My Fiance (South African Permanent Resident holder)and I (Namibian) applied for a relative's visa which was rejected due to a lack of there not being:

"No notarial evidence proving cohabitation and the extent of out shared financial responsibilities in terms of the Immigration Act, 2002 as amended"

In terms of evidence submitted for cohabitation, we got a letter from his company which leases the house we live in. I would have through that enough evidence. 

In terms of shared Financial responsibilities, we shared his account (I have power of Authority of his account) and i submitted a bank statement. 

I now have 10 working days to submit an appeal and I am not exactly sure what to submit again in terms of the above supporting evidence.


----------



## 2fargone (Jun 14, 2011)

Ms_Struggle said:


> My Fiance (South African Permanent Resident holder)and I (Namibian) applied for a relative's visa which was rejected due to a lack of there not being:
> 
> "No notarial evidence proving cohabitation and the extent of out shared financial responsibilities in terms of the Immigration Act, 2002 as amended"
> 
> ...


HI,

Do you have any mail that is addressed to both of you at your address?

Also have your Fiance write a letter saying that you both live together list the address provide references and how long you have lived together.
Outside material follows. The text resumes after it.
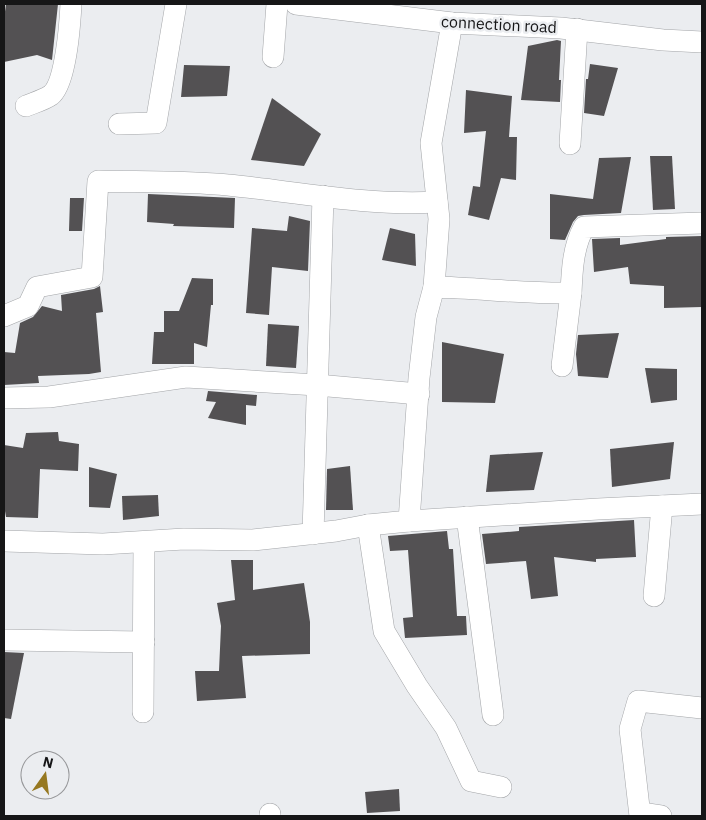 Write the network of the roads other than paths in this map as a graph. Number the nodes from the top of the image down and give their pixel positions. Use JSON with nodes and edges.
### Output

Have your fiance state that he will support you while you reside in South Africa.

Have three people (have the individuals provide their full names and ID numbers) write a letter saying that they know you both and that you both live together and have been doing so for X amount of time.

I would also put in pictures, anything that you bought joint together that you can link back to both of you.

If you have any other questions let me know!


----------



## Ms_Struggle (Apr 7, 2017)

Hi, 

I have decided to resubmit a new application because it seems that the information I had gotten from the embassy was not entirely all there and there seem to have been an omission of the whole truth in terms of the total information package needed.


----------